Overview

SDF is open core powered by Apache DataFusion. This means that while certain parts of SDF may be closed source, the core of SDF’s SQL execution, function typing, and logical plan representation are all open source.

SDF workspaces can also depend on one another, allowing you to build and share your own open source libraries. This is especially useful for sharing common functions, macros, and models across your organization.

Open Source Libraries

SDF offers a rich open source library ecosystem that you can use to extend the functionality of your SDF workspace. These libraries are maintained by the SDF community and are available for you to use in your own SDF projects.

The SDF binary includes three open source libraries by default. Contributions are welcome, and the source code can be found in the GitHub repos linked below as well as in the sdftarget directory of your workspace.

SDF Materialization

This library contains the macros used to materialize SDF models in cloud data warehouses. This is a great place to start for anyone looking to author their own custom materializations. During preprocessing, queries first have their macros expanded and then fit into the materialization templates. This library is responsible for the latter part of that process.

Materializations from these macros happen before the query is compiled.

SDF Tests

This library contains the macros used to author simple data tests with SDF (i.e. unique(), not_null()). It also supports writing your own custom data tests through simple wrapper macros.

SDF Utils

This library contains a collection of Jinja utilities for working with SDF models. This library is a good example for how to author your own SDF libraries.

Using Open Source Libraries

To use an open source library in your SDF workspace, you can add it as a dependency in your workspace.sdf.yml file.

workspace:
  ...
  dependencies:
    - name: evaluator
      git: https://github.com/sdf-labs/workspace-evaluator/workspace-evaluator.git

SDF’s library ecosystem is still growing, but here’s a library we recommend checking out:

LibraryDescription
SDF Workspace EvaluatorThis library contains some of the most used reports and can be used as a model for authoring your own reports. Some of the most popular are dead_column analysis (find columns that are never used and are wasting compute / storage) and and column_description_coverage (find columns that are missing descriptions).

We’ll continue to add our top picks here as the library ecosystem grows.

Open Source Components

SDF is built on a number of open source components. These components are used to power the SDF CLI and platform.

Most notably, local execution and more is powered by Apache DataFusion. Our official fork used internally is open sourced and available for contributions here.

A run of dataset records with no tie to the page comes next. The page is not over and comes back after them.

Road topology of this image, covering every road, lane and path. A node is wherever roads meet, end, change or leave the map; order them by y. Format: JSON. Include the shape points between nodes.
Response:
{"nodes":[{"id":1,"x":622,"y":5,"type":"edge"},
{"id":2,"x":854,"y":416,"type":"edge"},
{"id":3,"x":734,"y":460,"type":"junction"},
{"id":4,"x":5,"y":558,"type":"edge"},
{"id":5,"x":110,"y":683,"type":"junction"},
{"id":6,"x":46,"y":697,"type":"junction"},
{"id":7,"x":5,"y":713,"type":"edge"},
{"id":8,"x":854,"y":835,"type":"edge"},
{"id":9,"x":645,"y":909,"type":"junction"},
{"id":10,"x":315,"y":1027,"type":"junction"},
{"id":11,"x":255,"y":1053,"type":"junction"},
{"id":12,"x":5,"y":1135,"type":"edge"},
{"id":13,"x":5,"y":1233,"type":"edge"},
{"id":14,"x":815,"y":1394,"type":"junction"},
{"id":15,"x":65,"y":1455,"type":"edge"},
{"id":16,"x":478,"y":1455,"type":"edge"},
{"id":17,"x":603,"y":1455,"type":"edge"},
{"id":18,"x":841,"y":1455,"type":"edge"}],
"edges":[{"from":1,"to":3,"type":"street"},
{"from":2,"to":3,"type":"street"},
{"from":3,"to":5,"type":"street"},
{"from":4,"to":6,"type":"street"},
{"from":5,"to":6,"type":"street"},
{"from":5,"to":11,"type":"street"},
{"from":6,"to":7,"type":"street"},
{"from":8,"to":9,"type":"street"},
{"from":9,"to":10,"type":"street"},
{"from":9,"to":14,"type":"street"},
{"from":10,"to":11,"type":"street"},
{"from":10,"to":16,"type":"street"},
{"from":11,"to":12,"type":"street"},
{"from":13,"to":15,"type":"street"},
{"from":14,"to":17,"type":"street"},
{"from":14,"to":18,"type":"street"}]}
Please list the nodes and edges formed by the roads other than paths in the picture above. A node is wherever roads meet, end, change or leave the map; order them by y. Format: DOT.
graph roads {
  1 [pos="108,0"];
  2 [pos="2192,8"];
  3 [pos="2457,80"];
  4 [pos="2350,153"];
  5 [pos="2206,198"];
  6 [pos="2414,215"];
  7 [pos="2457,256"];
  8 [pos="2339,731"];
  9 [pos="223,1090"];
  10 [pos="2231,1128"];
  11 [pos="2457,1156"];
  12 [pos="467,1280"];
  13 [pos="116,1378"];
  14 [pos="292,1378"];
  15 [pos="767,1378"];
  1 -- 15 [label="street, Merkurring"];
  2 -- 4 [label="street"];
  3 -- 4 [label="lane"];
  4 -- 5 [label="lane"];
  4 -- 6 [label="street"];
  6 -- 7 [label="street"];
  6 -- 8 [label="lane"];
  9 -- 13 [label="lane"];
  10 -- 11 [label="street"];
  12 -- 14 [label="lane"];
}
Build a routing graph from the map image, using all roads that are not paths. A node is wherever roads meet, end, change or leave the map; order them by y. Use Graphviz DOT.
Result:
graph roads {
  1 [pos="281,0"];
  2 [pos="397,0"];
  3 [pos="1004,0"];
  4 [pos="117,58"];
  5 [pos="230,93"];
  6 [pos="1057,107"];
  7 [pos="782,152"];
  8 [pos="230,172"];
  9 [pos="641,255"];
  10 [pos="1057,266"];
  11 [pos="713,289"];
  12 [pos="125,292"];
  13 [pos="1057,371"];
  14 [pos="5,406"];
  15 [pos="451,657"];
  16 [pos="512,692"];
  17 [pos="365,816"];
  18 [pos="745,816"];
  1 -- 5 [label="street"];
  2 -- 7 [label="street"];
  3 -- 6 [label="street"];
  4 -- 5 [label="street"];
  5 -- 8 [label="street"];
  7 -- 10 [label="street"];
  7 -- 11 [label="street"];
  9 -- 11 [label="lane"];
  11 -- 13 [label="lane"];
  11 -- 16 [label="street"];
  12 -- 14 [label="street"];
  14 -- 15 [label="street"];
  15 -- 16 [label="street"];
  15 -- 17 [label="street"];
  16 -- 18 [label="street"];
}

One of SDF’s more significant efforts is to power local compilation and execution of dialect-specific functions and queries. Imagine being able to run a Snowflake-native query locally on your machine against sampled data, then run the same query against your Snowflake warehouse in the cloud. Our ongoing efforts to do this are powered by our open source SQL Functions Crate.

If you run a query locally and find that a function hasn’t been implemented or is misproperly typed, you can contribute to the SQL Functions Crate to help improve the local execution experience.

Open Source Utilities

SDF also offers open source utilities that you can use to extend or easily integrate your SDF workspace with other tools. These utilities are maintained by the SDF community and are available for you to use in your own SDF projects.

The most used utility at the moment is our Open Source GitHub Action which can be used to easily run SDF commands in CI/CD workflows. See our CI/CD guide for more information.

Furthermore, these very docs you’re reading are open source! You can find the source code for these docs, rich examples, release notes and release binaries, and the SDF JSON Schema in the SDF CLI GitHub repo.

Contributing

Contributions are welcome! We currently require an initial fork of the repository and a pull request to contribute, however we’re open to adding contributors to the main repository if the contribution is significant. If you’re ever missing support for a function, finding that a function is mistyped, or dealing with an execution error - feel free to contribute to DataFusion or our SQL Functions Crate. If you have a feature request or bug report with the compiler, please open an issue on the SDF CLI repo. We’ll track it and prioritize it ASAP.